Conclusion
De Cité libre à Parti Pris, nous venons de voir comment les cinéastes onéfiens participent des différents courants contestataires idéologiques, politiques et culturels qui traversent la société québécoise. Ils s’en inspirent et y jouent un rôle actif. En même temps ils reflètent la diversité des attitudes et l’éclatement qui caractérisent la fin des années cinquante et le début de la Révolution tranquille. Œuvrant dans un appareil fédéral, appartenant à des générations différentes, motivés par des impératifs personnels toujours singuliers, ils ne font bloc que sur quelques propositions qui touchent à leur vie nationale et créatrice.
Le nombre qu’ils sont durant notre troisième période et l’essor qu’ils connaissent expliquent qu’ils deviennent une équipe et qu’au plan non institutionnel cette équipe se particularise, beaucoup plus que pour les périodes précédentes, et se situe dans le monde cinématographique québécois. Leur développement fut orienté par leur double appartenance: à un appareil fédéral avec ses exigences propres (de l’administration à la commandite) et à une formation sociale nationale divisée entre des idéologies opposées.
Les rapports entre ces instances seront médiatisés par la pratique même des cinéastes. La nature de cette pratique, la production de films, ainsi que la structure même de l’ONF, l’existence d’un programme général de films «libres» où l’appareil d’État s’ouvrait à une certaine démocratie, expliquent la relative autonomie dont ont joui les cinéastes ainsi que les contradictions qui ont pu apparaître à l’étude de leurs œuvres.
Par ailleurs le fait de travailler, au moins durant la deuxième période et une partie de la troisième, dans un cadre plus ouvert et plus progressiste que celui qui avait cours au Québec, explique que sur certains aspects, les cinéastes aient pu se démarquer de l’idéologie qui dominait alors. Toutefois, pour la majeure partie de la troisième période, même si un schéma analogue s’applique, il faut proposer une nuance: la contestation antérieure des uns trouvant son aboutissement politique dans le Québec de la Révolution tranquille, ceux-ci deviennent les nouveaux dominants, tandis qu’une nouvelle contestation voit le jour, qui les dépasse.

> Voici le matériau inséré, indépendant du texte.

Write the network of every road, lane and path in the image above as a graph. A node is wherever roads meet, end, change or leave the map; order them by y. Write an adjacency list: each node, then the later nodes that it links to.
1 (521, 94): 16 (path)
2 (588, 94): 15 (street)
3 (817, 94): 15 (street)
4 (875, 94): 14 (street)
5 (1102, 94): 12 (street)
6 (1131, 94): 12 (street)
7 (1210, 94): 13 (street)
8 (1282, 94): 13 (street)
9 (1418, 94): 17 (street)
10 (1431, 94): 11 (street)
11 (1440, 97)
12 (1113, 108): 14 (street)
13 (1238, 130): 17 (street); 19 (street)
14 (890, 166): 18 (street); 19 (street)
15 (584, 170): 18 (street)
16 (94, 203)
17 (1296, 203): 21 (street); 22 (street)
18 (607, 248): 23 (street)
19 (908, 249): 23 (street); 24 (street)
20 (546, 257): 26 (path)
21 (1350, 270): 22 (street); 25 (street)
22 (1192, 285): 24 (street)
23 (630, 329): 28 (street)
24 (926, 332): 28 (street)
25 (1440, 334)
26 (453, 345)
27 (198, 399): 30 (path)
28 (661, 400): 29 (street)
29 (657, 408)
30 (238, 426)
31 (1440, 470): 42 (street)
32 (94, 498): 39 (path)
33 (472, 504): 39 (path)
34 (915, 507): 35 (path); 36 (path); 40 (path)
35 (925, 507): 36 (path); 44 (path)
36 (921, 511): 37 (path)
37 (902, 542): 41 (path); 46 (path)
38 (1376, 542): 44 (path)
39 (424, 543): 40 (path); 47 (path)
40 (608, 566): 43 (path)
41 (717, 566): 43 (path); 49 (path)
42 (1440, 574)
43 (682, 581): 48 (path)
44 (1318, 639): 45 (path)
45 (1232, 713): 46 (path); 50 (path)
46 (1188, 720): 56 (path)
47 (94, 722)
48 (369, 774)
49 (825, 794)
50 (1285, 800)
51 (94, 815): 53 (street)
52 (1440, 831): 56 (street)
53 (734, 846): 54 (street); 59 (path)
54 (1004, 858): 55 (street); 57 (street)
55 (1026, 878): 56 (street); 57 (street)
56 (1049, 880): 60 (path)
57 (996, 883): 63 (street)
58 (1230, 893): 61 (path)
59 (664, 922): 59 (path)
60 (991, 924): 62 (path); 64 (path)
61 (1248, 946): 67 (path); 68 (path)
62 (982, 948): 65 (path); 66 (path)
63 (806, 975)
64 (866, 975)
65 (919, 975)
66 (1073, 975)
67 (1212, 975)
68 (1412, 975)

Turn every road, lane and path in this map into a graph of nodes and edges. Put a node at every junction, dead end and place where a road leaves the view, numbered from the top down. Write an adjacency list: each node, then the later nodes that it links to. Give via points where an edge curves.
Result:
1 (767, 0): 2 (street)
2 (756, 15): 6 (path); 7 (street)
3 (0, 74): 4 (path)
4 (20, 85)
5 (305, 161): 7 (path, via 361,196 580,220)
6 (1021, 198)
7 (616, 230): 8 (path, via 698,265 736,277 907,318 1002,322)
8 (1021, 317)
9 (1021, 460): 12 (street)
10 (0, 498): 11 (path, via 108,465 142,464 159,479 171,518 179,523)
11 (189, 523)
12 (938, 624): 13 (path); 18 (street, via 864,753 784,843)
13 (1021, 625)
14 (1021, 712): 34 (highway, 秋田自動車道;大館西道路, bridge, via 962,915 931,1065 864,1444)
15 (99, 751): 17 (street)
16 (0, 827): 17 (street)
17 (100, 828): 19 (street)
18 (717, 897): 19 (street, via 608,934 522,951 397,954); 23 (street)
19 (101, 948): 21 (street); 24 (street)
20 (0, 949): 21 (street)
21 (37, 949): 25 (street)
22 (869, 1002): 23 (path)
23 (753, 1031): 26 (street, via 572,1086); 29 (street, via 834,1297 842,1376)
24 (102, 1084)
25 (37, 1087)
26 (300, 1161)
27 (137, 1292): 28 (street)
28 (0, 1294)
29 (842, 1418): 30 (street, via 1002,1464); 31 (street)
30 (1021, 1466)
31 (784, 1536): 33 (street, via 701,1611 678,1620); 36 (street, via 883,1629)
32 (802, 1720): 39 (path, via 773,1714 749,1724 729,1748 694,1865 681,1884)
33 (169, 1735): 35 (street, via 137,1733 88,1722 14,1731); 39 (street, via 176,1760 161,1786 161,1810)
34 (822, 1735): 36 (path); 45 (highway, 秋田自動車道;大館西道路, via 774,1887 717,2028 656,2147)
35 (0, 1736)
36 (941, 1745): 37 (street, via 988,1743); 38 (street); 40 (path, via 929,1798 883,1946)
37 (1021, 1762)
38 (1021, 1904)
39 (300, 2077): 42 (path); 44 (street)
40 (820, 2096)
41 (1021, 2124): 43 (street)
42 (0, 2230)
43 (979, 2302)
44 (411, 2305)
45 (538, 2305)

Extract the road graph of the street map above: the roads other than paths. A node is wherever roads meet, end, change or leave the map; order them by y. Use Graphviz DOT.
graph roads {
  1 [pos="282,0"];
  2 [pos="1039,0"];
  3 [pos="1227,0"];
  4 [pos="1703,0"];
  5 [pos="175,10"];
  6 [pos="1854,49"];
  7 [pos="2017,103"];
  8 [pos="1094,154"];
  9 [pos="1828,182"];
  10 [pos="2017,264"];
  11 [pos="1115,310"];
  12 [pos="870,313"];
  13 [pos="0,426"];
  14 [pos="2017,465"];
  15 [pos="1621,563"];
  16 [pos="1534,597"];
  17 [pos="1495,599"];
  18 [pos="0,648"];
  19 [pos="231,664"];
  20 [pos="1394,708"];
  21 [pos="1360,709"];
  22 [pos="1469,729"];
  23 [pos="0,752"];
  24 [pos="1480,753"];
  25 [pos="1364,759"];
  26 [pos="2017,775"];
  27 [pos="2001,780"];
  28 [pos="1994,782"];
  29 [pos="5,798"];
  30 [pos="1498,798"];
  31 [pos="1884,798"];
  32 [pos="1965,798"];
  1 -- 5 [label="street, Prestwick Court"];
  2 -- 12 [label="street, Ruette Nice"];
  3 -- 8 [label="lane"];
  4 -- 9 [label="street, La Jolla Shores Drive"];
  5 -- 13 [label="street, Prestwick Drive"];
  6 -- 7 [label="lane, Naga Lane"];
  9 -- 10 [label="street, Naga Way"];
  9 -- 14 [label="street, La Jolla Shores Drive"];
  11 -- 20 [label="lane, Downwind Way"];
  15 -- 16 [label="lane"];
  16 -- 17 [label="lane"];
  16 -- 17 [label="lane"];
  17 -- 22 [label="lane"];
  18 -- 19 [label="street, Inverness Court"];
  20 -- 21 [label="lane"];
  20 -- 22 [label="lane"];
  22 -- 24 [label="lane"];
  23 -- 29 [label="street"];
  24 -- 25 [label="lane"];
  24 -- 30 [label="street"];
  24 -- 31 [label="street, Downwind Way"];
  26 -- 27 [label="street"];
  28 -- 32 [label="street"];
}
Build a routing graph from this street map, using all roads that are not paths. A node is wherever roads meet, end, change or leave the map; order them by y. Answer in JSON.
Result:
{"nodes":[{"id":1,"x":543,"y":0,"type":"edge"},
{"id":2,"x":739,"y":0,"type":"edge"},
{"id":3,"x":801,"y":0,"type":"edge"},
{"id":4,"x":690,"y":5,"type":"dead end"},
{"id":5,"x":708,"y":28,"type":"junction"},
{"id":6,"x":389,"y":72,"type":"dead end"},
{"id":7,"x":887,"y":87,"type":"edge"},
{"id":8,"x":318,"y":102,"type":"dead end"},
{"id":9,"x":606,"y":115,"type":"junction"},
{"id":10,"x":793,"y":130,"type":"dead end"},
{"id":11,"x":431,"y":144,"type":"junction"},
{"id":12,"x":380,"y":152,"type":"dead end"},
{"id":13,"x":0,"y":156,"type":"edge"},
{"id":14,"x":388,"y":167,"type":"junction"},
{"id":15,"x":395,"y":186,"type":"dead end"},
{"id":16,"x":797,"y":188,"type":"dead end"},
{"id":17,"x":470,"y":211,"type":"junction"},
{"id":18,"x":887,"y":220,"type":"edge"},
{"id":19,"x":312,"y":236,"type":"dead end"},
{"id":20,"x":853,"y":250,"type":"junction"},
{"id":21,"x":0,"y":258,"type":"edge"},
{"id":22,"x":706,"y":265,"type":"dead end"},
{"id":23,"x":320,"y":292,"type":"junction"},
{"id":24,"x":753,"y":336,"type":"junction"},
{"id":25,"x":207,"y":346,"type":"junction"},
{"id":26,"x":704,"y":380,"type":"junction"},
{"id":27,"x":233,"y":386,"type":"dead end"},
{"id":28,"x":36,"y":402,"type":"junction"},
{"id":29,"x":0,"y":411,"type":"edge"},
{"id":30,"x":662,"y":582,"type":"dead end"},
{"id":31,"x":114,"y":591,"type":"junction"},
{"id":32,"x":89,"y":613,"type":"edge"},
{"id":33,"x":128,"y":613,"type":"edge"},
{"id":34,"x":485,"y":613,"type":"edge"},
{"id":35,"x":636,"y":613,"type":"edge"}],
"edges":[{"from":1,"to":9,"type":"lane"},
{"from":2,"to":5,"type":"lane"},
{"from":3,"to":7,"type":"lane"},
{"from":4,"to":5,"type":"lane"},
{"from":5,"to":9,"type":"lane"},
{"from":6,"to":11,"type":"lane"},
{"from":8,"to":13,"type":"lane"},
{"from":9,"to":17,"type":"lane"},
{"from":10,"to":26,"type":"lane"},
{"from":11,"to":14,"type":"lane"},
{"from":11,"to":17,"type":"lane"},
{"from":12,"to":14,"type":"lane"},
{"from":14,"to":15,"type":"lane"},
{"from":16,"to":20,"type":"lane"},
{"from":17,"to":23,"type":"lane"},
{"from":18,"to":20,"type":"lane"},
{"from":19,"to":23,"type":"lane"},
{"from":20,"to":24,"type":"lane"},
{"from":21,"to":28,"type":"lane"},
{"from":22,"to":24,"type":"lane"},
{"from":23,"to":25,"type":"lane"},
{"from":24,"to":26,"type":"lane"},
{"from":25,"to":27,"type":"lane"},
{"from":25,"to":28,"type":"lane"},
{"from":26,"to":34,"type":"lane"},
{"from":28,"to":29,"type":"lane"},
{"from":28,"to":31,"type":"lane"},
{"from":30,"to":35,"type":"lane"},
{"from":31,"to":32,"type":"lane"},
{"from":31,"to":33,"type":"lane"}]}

Les trois idéologies globales proposées par Rioux se suivent dans le temps sans nécessairement se succéder: il peut y avoir contemporanéité entre deux ou trois d’entre elles comme il y a jonction entre traits spécifiques de l’une et de l’autre 1. Il est bien sûr que cet enchevêtrement se retrouve dans les films onéfiens parce que d’une part il tient à l’enchevêtrement même du réel qui ne manque pas de chevauchements ni d’ambiguïtés, et parce que d’autre part les cinéastes appartiennent à des générations différentes, que leurs valeurs et leurs idées ne sont pas nécessairement les mêmes et que leurs préoccupations politiques, sociales et artistiques ne vont pas dans le même sens.
Parlons justement de leurs préoccupations artistiques. Direct, fiction, fiction documentaire ou docu-fiction, long métrage, créativité, expression personnelle, voilà autant de termes qui en rendent compte. Pour certains, la liberté créatrice, la volonté de rompre avec le didactisme ancien, le goût d’expérimenter des techniques et des formes nouvelles constitueront soit les motifs premiers de leur travail — et en ce sens leurs œuvres pourront sembler moins inscrites dans le grand mouvement des idéologies globales, soit des motifs à mettre sur le même pied que la volonté de tenir des discours sur tel ou tel aspect de la réalité québécoise.
Mais nous aurions tort de croire que les tenants de la première voie n’ont a priori rien à voir avec ces grandes idéologies. Dans le champ culturel, sur le terrain de la spécificité de ces pratiques, il apparaît aussi de la contestation et du rattrapage.
À la fin des années cinquante et au début des années soixante, on assiste à l’émergence, au plan mondial, de jeunes cinématographies nationales et de nouvelles formes d’écritures cinématographiques. Le Québec, et le cinéma onéfien en particulier, participe de ce double mouvement. La dimension nationale de ces cinématographies correspond aux phénomènes de décolonisation, de démocratisation et souvent d’engagement que l’on observe dans plusieurs pays du monde. Il y a naturellement interaction entre ces cinématographies et celle du Québec, mais l’émergence du cinéma québécois correspond à un mouvement propre; il ne faut pas voir le rôle étranger comme une influence déterminante; il sert d’aide, d’appui et de confirmation.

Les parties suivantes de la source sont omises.